Campaspe Shire will trial a green waste and food waste collection program, which if successful could be rolled out throughout the state.

The shire, in conjunction with Goulburn Valley Regional Waste Management Group, Cleanaway and Sustainable Kyabram, will commence an innovative organic waste trial in Kyabram.

As part of the trial, residents will have a third bin for organic and food waste, as well as bins for recycling and domestic rubbish.

The shire will trial the third rubbish bin idea for three months, with 300 Kyabram households invited to take part.

Cr Greg Toll said the aim was to reduce the amount of garden and food waste being sent to landfill.

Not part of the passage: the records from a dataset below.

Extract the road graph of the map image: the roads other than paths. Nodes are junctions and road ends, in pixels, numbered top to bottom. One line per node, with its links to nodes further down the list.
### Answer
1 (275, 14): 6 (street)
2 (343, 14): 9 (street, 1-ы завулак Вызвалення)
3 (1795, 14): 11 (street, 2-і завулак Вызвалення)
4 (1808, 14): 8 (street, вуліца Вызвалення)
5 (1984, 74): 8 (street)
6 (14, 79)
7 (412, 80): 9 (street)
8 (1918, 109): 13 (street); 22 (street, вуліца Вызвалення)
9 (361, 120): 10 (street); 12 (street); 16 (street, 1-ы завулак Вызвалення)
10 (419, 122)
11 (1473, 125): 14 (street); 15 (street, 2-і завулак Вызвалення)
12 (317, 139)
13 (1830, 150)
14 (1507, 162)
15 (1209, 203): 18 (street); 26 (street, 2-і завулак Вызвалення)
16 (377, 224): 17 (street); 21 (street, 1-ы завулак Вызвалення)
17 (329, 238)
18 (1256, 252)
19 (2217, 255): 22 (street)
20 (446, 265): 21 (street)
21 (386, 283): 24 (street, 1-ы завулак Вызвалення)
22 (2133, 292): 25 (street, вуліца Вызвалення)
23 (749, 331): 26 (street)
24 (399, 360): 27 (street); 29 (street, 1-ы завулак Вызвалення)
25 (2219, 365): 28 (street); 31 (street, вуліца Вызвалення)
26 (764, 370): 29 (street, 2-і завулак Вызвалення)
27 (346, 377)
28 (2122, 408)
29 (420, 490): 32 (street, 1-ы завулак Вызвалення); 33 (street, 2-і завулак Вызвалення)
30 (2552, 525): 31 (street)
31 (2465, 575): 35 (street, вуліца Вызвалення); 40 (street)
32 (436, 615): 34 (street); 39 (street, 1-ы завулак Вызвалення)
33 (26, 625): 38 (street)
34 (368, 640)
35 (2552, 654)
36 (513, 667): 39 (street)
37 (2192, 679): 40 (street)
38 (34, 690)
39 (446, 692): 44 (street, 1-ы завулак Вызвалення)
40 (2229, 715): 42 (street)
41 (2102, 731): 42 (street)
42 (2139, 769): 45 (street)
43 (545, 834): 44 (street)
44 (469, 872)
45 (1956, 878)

‘‘Data from comprehensive garbage audits in 2007 and 2010 found that the Campaspe Shire had the highest proportion of total organic waste in the garbage stream in the region,’’ he said.

‘‘Organic material left to decompose in landfill produces a significant amount of methane, which has 21-25 times the global warming potential of carbon dioxide.

‘‘The results indicated that 65 per cent of domestic garbage going to landfill in the shire was organic food waste, made up of 25 per cent food waste and 40 per cent garden waste.

‘‘Also noted in the 2010 results was the garbage bin weight for Campaspe residents was 16.5 per cent higher than the region average.’’

Cr Toll said waste would be monitored during the trial.

He said would not be surprised if the Victorian Government adopted the program after the trial.

‘‘If it was to work, and I think it will, it would have to take the State Government to launch the program,’’ he said.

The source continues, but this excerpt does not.